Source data
++++
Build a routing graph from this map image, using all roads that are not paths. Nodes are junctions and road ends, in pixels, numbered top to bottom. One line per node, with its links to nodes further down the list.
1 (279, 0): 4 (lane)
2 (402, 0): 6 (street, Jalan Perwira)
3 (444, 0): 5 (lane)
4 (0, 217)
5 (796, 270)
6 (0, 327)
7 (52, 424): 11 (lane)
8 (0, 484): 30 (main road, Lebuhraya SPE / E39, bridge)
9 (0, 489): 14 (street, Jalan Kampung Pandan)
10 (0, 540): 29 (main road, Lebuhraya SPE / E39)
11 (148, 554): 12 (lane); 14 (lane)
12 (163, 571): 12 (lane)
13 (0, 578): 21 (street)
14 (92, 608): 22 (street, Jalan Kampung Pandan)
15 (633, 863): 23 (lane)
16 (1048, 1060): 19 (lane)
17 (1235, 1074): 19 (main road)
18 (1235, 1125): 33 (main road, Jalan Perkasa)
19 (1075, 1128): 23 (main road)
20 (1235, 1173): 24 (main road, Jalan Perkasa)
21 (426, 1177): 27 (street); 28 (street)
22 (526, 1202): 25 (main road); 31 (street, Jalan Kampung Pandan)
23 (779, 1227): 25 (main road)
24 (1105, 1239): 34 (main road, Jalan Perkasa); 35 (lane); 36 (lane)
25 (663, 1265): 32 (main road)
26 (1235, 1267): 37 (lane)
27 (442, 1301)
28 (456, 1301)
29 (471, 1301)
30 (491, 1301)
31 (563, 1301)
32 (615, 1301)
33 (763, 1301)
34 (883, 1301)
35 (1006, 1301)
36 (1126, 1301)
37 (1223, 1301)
++++
BRIEF
Copy every line above without altering a word.

WRITTEN RESPONSE
Build a routing graph from this map image, using all roads that are not paths. Nodes are junctions and road ends, in pixels, numbered top to bottom. One line per node, with its links to nodes further down the list.
1 (279, 0): 4 (lane)
2 (402, 0): 6 (street, Jalan Perwira)
3 (444, 0): 5 (lane)
4 (0, 217)
5 (796, 270)
6 (0, 327)
7 (52, 424): 11 (lane)
8 (0, 484): 30 (main road, Lebuhraya SPE / E39, bridge)
9 (0, 489): 14 (street, Jalan Kampung Pandan)
10 (0, 540): 29 (main road, Lebuhraya SPE / E39)
11 (148, 554): 12 (lane); 14 (lane)
12 (163, 571): 12 (lane)
13 (0, 578): 21 (street)
14 (92, 608): 22 (street, Jalan Kampung Pandan)
15 (633, 863): 23 (lane)
16 (1048, 1060): 19 (lane)
17 (1235, 1074): 19 (main road)
18 (1235, 1125): 33 (main road, Jalan Perkasa)
19 (1075, 1128): 23 (main road)
20 (1235, 1173): 24 (main road, Jalan Perkasa)
21 (426, 1177): 27 (street); 28 (street)
22 (526, 1202): 25 (main road); 31 (street, Jalan Kampung Pandan)
23 (779, 1227): 25 (main road)
24 (1105, 1239): 34 (main road, Jalan Perkasa); 35 (lane); 36 (lane)
25 (663, 1265): 32 (main road)
26 (1235, 1267): 37 (lane)
27 (442, 1301)
28 (456, 1301)
29 (471, 1301)
30 (491, 1301)
31 (563, 1301)
32 (615, 1301)
33 (763, 1301)
34 (883, 1301)
35 (1006, 1301)
36 (1126, 1301)
37 (1223, 1301)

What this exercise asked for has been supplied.